Left-shift views – A suggestion on bed blocking

Our correspondent Melissa Harvard looks outside the box to provide a radical solution for healthcare

 (c) Age Cymru/Unsplash

(c) Age Cymru/Unsplash

Could a single shared success unit across health and social care help reduce the vast cost associated with delayed discharges or ‘bed blocking'? Recent estimates put this figure as high as £2bn each year.

Real costs could be far higher in terms of damaged lives through increases in infection (a product of lengthy hospital stays) and the permanent loss of independence.

A vast amount of policy and research has already been written on this subject but to little avail. Despite improvements in practice and leadership heft being added (DHSC guidance advocates the appointment of a person directly reporting to the executive) to the equation delays can be extensive and harmful to health, well-being and finances.

 Perhaps surprisingly, there is no shared universal success measure: different stakeholders want different things, some of which are incompatible.

Hospitals measure bed occupancy rates. Delays impact directly on their ability to provide care and treatment. They also measure infection rates and loss of independence both of which can be worsened by longer stays. Care homes also look at occupancy rates where empty rooms mean lost income.

Families, those who would care for ill elderly relatives, value their own time; a returning older parent needing support will eat directly into their personal time and possibly impact on their income. There must also be a degree of out of sight, out of mind syndrome – meaning that someone else is caring for someone who could present significant post-hospital challenges.

Housing providers, who have very little spare capacity to play with, will value the absence of pressure. And patients will measure success in a variety of ways, mostly to do with getting better and returning to some kind of independent life.

Interestingly, not only is there no shared success unit but the same person will adopt different labels depending on where they are in the system – patient, service user, client, tenant and so on.

But what if there was a single unit that focused on the most important element in a person's journey: the return to optimal independent life (OIL). Optimal rather than ideal would recognise that not everyone will get back to full health and independence.

An OIL score of 1 would mean a person was able, post-hospital, to return to the best possible state of independence. Anything less than 1 would mean support in some form or other.

Having a shared focus would be important from the first day of admission with all the stakeholders (medical, care, housing, relatives and the person) all setting out what a post-hospital OIL scenario would look like. Importantly, the expected OIL would be set out at the beginning and used to ensure all partners are accountable.

An MDT-type meeting would look at the likely pathway for the person given their condition, the expected care plan, the timeline and the support work that would need to be put in place by all parties sequentially to achieve a high OIL score. This would be the place where relatives could be asked about their capacity for support. This would be a cards-on-the-table session, devoid of unrealistic promises and primed for all parties to commit to a deliverable plan.

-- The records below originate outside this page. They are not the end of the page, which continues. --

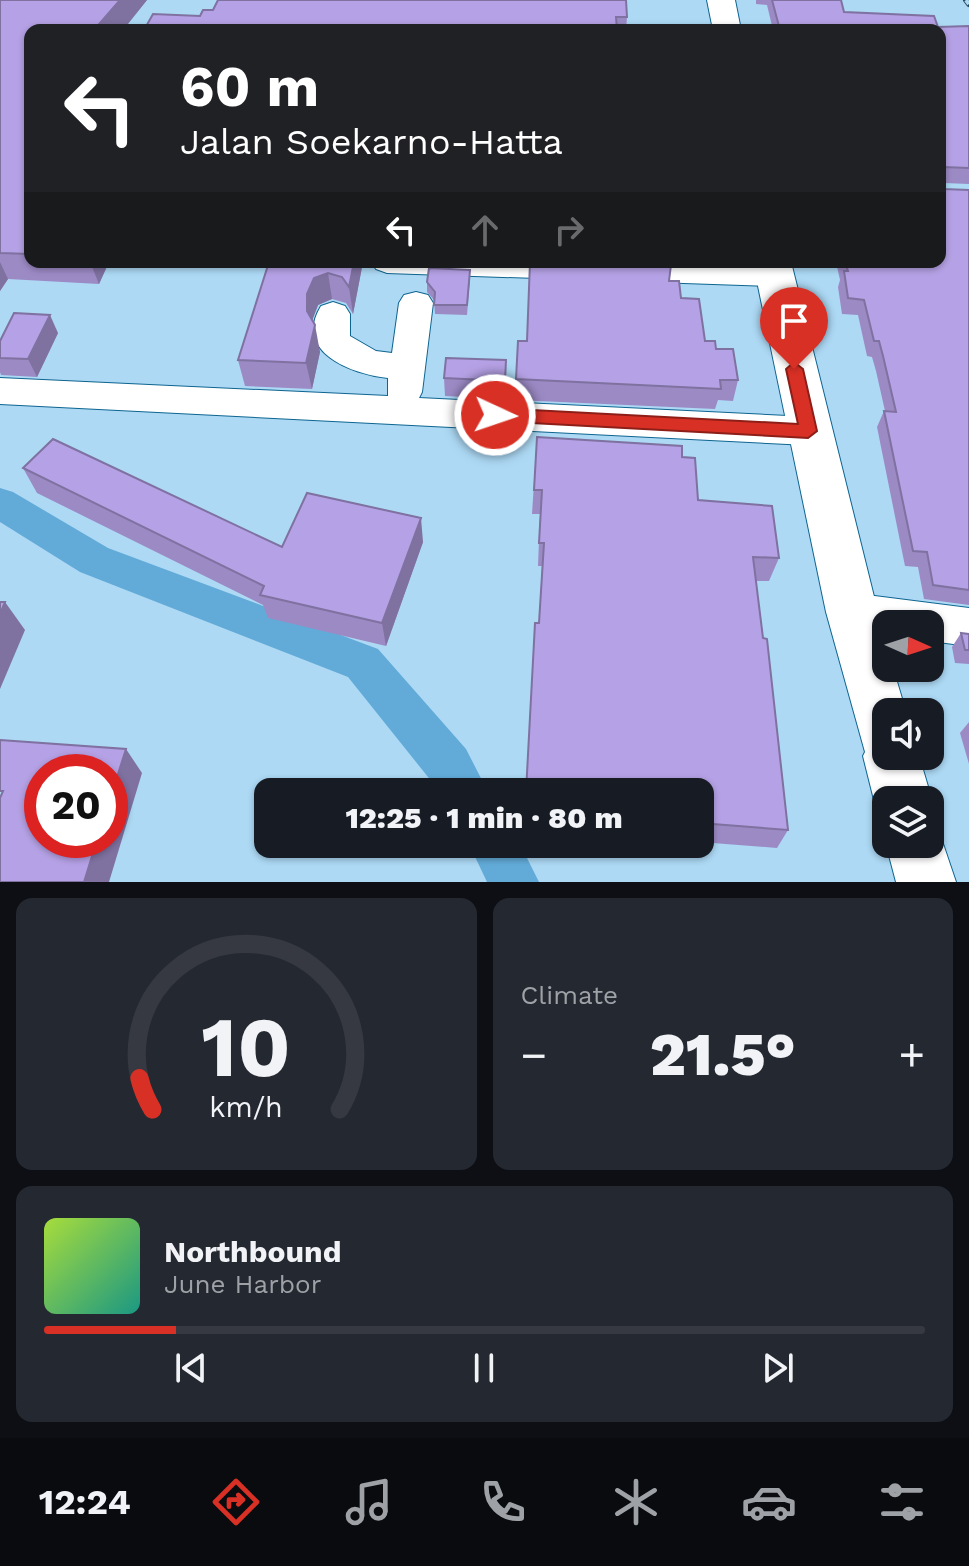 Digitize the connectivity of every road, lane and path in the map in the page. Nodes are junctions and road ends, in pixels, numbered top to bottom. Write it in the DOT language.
graph roads {
  1 [pos="721,0"];
  2 [pos="726,24"];
  3 [pos="718,268"];
  4 [pos="773,269"];
  5 [pos="416,303"];
  6 [pos="333,314"];
  7 [pos="407,368"];
  8 [pos="0,391"];
  9 [pos="401,410"];
  10 [pos="808,431"];
  11 [pos="851,612"];
  12 [pos="969,627"];
  13 [pos="875,698"];
  14 [pos="919,858"];
  15 [pos="926,882"];
  1 -- 2 [label="main road"];
  3 -- 4 [label="street"];
  4 -- 10 [label="main road"];
  5 -- 7 [label="street"];
  6 -- 7 [label="street"];
  7 -- 9 [label="street"];
  8 -- 9 [label="street"];
  9 -- 10 [label="street"];
  10 -- 11 [label="main road"];
  11 -- 12 [label="street"];
  11 -- 13 [label="main road"];
  14 -- 15 [label="main road"];
} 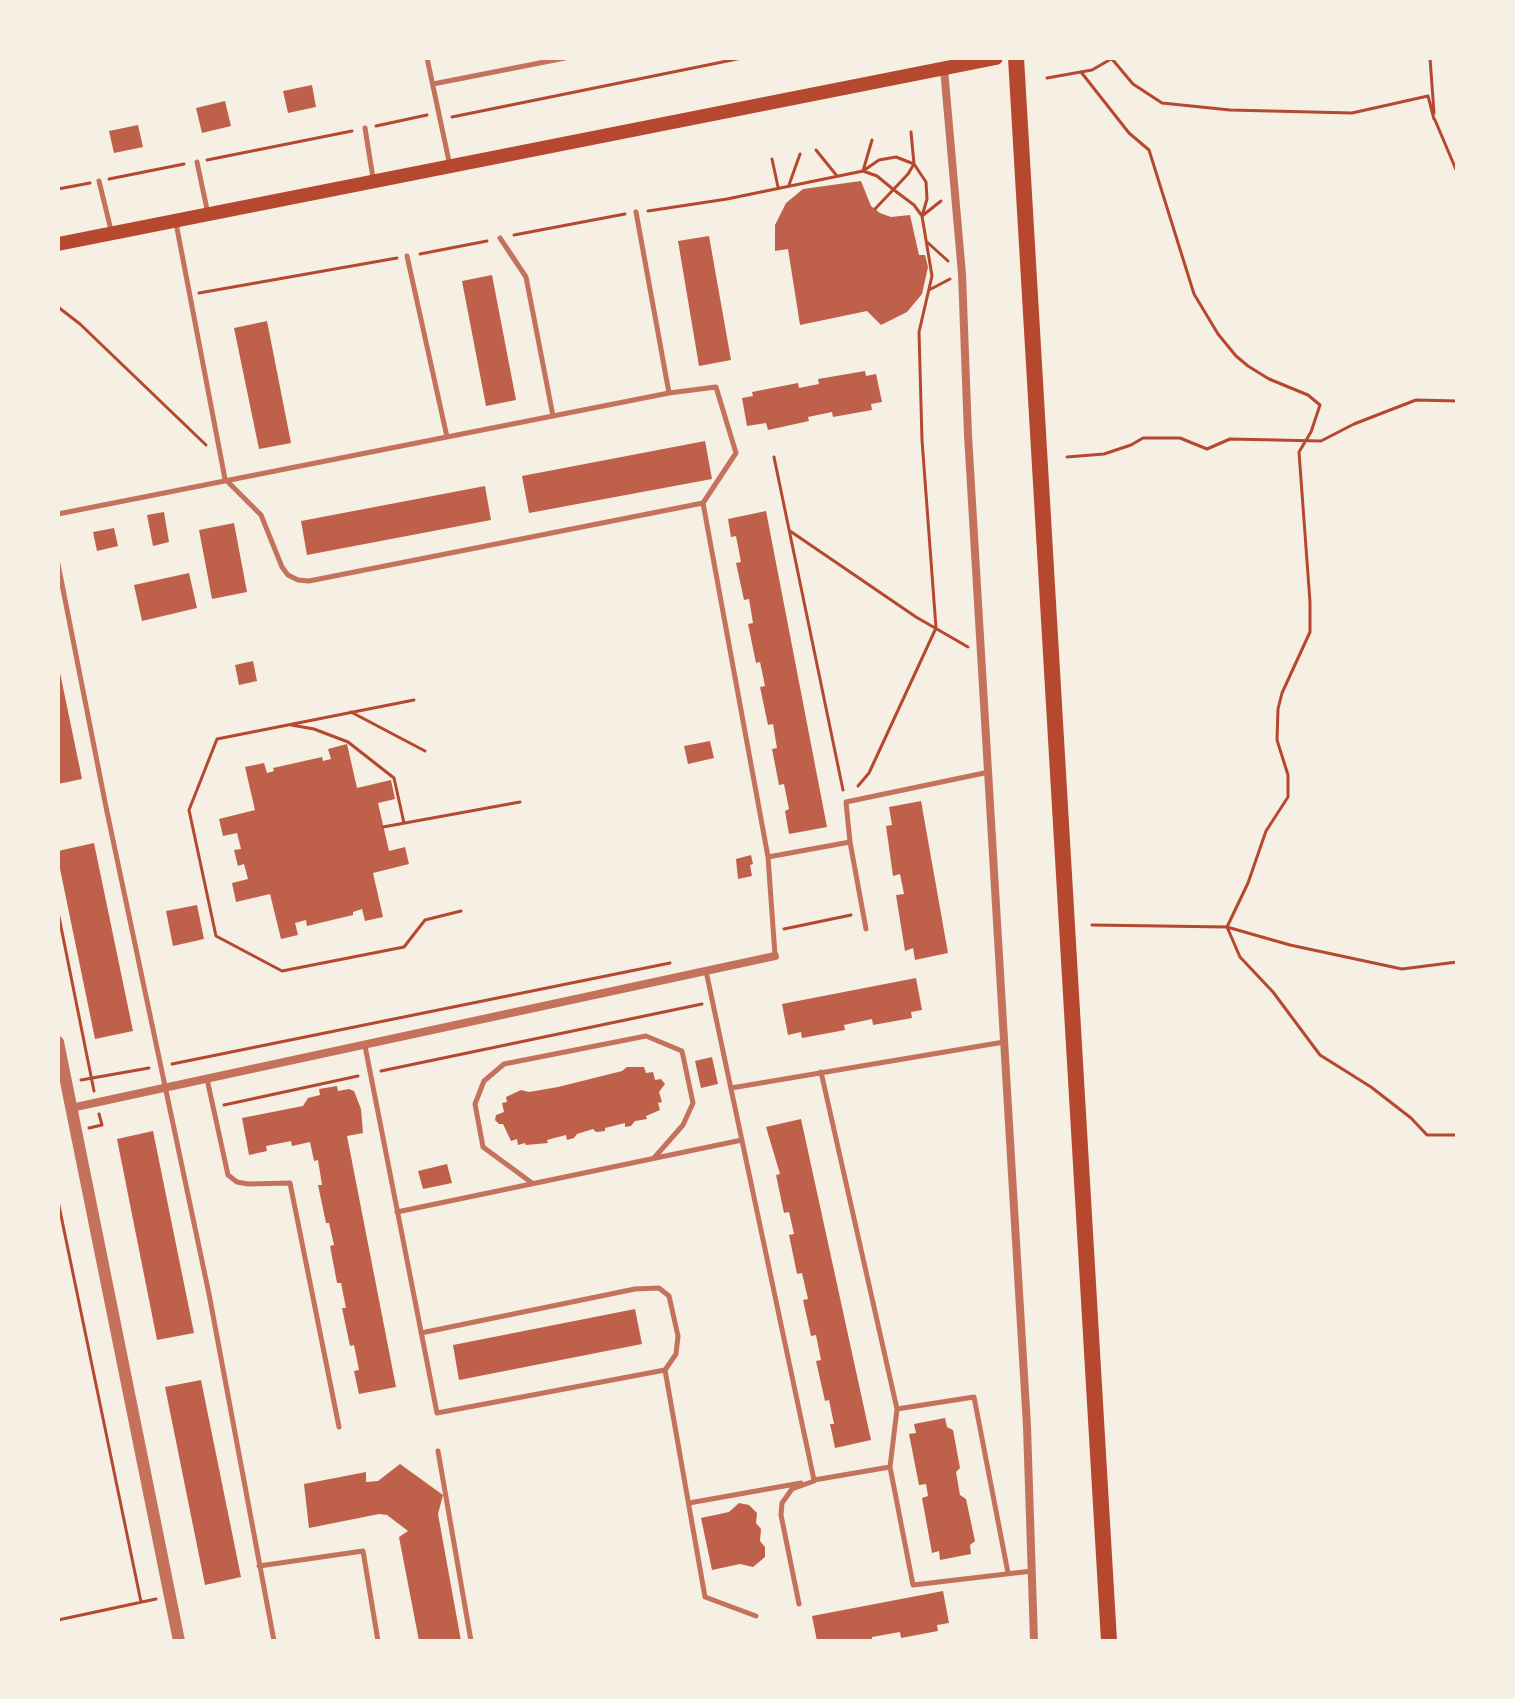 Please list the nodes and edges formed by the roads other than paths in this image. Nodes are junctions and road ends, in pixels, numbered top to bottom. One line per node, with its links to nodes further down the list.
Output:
1 (427, 58): 6 (lane)
2 (565, 58): 6 (lane)
3 (996, 58): 5 (main road)
4 (1016, 58): 62 (highway)
5 (944, 69): 9 (main road); 26 (street)
6 (433, 84): 9 (lane)
7 (365, 128): 11 (lane)
8 (197, 162): 13 (lane)
9 (450, 167): 11 (main road)
10 (99, 181): 15 (lane)
11 (374, 183): 13 (main road)
12 (636, 212): 19 (lane)
13 (208, 215): 14 (main road)
14 (175, 222): 15 (main road); 22 (lane)
15 (112, 234): 17 (main road)
16 (500, 238): 20 (lane)
17 (58, 244)
18 (407, 256): 21 (lane)
19 (669, 393): 20 (lane); 23 (lane)
20 (553, 416): 21 (lane)
21 (447, 437): 22 (lane)
22 (225, 479): 23 (lane); 24 (lane)
23 (703, 503): 28 (lane)
24 (58, 514)
25 (58, 564): 37 (lane)
26 (989, 772): 27 (lane); 33 (street)
27 (850, 842): 28 (lane); 29 (lane)
28 (768, 857): 30 (lane)
29 (866, 929)
30 (775, 956): 31 (street)
31 (706, 971): 34 (street); 38 (lane)
32 (58, 1042): 39 (street)
33 (1004, 1042): 35 (lane); 53 (street)
34 (364, 1045): 36 (street); 43 (lane)
35 (821, 1072): 38 (lane); 46 (lane)
36 (207, 1079): 37 (street); 47 (lane)
37 (167, 1087): 39 (street); 52 (lane)
38 (731, 1088): 40 (lane)
39 (65, 1110): 57 (street)
40 (742, 1140): 41 (lane); 50 (lane)
41 (654, 1158): 42 (lane); 42 (lane)
42 (532, 1183): 43 (lane)
43 (397, 1212): 44 (lane)
44 (421, 1333): 45 (lane); 45 (lane)
45 (665, 1370): 51 (lane)
46 (897, 1409): 49 (lane); 54 (lane)
47 (339, 1427)
48 (438, 1451): 60 (lane)
49 (890, 1467): 50 (lane); 54 (lane)
50 (814, 1480): 51 (lane); 55 (lane)
51 (689, 1503): 56 (lane)
52 (259, 1566): 58 (lane); 59 (lane)
53 (1032, 1571): 54 (lane); 61 (street)
54 (1008, 1573)
55 (799, 1604)
56 (756, 1616)
57 (179, 1641)
58 (274, 1641)
59 (378, 1641)
60 (471, 1641)
61 (1034, 1641)
62 (1109, 1641)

Perhaps this could help overcome the current blockages: paperwork out of synch with care availability, patients being passed from pillar to post and an overall lack of a single party to hold accountable.

Each OIL plan would have a single owner with enough organisational weight to hold everyone else accountable for delivery. As well as being accountable directly to the person (patient/tenant/client etc) to ensure that all promises are kept, they would also produce reports to the executives of each key provider.

If such an approach yielded results, then some of the money saved could be used to support the implementation of OIL plans – additional budgets to contract providers of housing, care or family support - £2 bn could go a long way to smoothing the way to better processes.

Of course, a single integrated approach to health and social care designed at national level and implemented locally which would create an entitlement for individual citizens might be better. But arguments over boundaries, budgets and accountabilities are likely to ensure that won't happen any time soon.